In the past (in fact two years ago, proof I have been doing this for a while now!) I wrote about the "inconvenient truth" that structural aspects of the Internet make truly decentralized systems infeasible, due to the lack of a means to perform broadcast discovery. As a result, most distributed systems rely on a set of central, semi-static nodes to perform initial introductions.

For example, Bitcoin relies on a small list of volunteer-operated domain names that resolve to known-good full nodes. Tor similarly uses a small set of central "directory servers" that provide initial node lists. Both systems have these lists hardcoded into their clients; coincidentally, both have nine trusted, central hostnames.

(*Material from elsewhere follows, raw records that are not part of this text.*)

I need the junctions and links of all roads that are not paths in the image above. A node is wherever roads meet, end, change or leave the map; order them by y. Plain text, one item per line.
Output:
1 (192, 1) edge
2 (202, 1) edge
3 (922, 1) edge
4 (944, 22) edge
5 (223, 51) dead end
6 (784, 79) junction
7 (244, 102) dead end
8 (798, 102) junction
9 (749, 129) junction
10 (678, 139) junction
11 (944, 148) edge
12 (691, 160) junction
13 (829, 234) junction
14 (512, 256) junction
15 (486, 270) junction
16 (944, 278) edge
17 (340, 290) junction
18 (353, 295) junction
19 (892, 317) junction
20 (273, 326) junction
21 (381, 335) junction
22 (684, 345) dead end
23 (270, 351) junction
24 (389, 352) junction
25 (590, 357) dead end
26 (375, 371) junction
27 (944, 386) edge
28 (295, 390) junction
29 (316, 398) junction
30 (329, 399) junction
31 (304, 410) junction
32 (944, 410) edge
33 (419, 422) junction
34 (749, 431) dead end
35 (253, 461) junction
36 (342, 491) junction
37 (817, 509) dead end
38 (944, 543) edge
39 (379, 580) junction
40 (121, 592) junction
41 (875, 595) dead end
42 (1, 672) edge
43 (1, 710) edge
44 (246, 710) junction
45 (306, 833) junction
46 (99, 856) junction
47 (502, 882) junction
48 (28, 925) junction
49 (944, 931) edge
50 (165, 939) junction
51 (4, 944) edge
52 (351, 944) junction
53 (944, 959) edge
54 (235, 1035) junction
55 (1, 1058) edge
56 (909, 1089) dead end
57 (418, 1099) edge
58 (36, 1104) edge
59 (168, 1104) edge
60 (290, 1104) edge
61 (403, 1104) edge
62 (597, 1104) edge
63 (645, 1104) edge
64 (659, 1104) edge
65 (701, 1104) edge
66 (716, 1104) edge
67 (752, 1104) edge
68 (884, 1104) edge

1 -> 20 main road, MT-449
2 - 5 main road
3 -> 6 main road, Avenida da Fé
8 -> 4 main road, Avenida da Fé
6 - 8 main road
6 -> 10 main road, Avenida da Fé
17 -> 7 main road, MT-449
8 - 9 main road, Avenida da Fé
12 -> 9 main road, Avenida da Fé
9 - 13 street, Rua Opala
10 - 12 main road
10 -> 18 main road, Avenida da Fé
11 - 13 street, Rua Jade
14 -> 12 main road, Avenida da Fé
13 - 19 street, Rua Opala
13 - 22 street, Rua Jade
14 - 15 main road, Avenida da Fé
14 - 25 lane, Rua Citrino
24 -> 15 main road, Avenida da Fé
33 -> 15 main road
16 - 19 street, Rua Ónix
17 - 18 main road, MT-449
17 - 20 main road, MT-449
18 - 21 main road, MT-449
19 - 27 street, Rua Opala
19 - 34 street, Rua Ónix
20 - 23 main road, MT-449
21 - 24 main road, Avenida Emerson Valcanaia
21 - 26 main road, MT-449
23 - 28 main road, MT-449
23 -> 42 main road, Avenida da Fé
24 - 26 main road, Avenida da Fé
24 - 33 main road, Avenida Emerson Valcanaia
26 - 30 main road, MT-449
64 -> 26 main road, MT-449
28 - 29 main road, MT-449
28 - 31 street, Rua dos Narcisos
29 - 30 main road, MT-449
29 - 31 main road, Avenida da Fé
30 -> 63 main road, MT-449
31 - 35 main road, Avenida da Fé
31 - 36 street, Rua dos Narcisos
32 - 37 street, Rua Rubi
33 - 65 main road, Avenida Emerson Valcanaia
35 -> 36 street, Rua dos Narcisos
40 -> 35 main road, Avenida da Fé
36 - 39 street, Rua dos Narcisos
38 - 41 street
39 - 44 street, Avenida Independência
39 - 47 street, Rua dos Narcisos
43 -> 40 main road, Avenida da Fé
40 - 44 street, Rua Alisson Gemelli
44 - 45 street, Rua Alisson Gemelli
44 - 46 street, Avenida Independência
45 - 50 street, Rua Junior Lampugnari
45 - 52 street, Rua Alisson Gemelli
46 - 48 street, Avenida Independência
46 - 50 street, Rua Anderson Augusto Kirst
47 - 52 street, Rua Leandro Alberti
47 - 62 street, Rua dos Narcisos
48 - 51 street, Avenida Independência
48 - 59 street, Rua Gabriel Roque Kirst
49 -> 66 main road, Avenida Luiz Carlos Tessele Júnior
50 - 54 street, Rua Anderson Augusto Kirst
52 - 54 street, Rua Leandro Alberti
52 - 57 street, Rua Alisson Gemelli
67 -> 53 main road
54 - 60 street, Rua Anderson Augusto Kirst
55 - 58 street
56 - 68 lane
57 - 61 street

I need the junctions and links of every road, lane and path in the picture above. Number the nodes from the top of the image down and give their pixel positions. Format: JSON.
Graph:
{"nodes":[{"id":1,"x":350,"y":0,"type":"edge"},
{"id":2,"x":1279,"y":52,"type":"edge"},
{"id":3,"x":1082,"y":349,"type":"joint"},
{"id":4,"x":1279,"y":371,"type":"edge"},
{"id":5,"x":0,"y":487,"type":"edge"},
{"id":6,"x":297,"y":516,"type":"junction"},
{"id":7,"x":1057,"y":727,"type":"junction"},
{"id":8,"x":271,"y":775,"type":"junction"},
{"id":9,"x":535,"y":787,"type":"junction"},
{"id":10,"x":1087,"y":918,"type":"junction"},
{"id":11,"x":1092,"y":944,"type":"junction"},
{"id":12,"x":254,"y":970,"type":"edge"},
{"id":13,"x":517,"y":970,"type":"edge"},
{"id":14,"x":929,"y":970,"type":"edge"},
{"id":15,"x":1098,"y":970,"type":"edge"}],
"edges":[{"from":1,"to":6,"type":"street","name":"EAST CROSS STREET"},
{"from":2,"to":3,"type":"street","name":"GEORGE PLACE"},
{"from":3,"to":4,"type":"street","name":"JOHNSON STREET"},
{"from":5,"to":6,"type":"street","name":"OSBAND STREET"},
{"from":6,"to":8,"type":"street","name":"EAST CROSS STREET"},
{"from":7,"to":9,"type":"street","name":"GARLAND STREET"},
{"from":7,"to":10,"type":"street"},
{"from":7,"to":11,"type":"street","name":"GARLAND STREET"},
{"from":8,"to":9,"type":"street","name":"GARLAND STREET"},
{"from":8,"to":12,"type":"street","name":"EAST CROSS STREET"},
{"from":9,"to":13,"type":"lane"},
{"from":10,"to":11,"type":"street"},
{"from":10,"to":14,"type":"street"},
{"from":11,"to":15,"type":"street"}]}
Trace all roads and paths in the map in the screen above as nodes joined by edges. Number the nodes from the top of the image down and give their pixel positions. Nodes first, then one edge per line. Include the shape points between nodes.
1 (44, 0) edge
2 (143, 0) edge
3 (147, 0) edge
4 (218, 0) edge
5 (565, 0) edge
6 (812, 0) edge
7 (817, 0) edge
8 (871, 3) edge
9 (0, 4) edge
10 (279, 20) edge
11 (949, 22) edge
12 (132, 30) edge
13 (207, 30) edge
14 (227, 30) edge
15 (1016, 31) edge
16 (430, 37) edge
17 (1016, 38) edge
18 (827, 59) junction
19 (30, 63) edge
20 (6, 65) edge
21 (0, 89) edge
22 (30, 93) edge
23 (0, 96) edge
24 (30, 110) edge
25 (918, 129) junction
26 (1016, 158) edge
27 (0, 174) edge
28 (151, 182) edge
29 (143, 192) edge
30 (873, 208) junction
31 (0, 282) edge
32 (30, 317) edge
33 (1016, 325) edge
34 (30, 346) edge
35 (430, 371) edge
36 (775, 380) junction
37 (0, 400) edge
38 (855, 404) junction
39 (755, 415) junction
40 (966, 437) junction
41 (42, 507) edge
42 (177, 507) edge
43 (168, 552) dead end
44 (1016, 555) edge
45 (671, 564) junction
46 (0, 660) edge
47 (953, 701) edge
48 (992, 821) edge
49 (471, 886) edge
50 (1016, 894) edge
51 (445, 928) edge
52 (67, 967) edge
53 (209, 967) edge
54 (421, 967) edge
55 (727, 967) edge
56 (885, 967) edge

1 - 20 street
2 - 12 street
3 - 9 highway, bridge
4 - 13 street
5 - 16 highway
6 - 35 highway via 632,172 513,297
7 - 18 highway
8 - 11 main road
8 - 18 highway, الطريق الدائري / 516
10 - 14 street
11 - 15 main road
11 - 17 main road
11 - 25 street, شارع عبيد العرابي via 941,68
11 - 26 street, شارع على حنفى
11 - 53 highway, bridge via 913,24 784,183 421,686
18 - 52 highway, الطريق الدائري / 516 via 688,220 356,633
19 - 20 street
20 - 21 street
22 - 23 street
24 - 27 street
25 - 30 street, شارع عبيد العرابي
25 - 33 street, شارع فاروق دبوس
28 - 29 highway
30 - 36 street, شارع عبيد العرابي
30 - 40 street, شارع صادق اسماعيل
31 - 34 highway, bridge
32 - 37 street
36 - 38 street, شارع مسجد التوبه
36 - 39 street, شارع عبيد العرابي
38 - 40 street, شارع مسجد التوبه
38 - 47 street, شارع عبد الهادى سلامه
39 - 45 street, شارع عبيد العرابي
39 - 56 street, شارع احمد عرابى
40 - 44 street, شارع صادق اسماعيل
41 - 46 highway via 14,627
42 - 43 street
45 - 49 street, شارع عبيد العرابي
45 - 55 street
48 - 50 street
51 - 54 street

This sort of problem exists in basically all distributed systems that operate in environments where it is not possible to shout into the void and hope for a response. The internet, for good historic reasons, does not permit this kind of behavior. Here we should differentiate between distributed and decentralized, two terms I do not tend to select very carefully. Not all distributed systems are decentralized, indeed, many are not. One of the easiest and most practical ways to organize a distributed system is according to a hierarchy. This is a useful technique, so there are many examples, but a prominent and old one happens to also be part of the drivetrain mechanics of the internet: DNS, the domain name system.

My reader base is expanding and so I will provide a very brief bit of background. Many know that DNS is responsible for translating human-readable names like "computer.rip" into the actual numerical addresses used by the internet protocol. Perhaps a bit fewer know that DNS, as a system, is fundamentally organized around the hierarchy of these names. To examine the process of resolving a DNS name, it is sometimes more intuitive to reverse the name, and instead of "computer.rip", discuss "rip.computer" [1].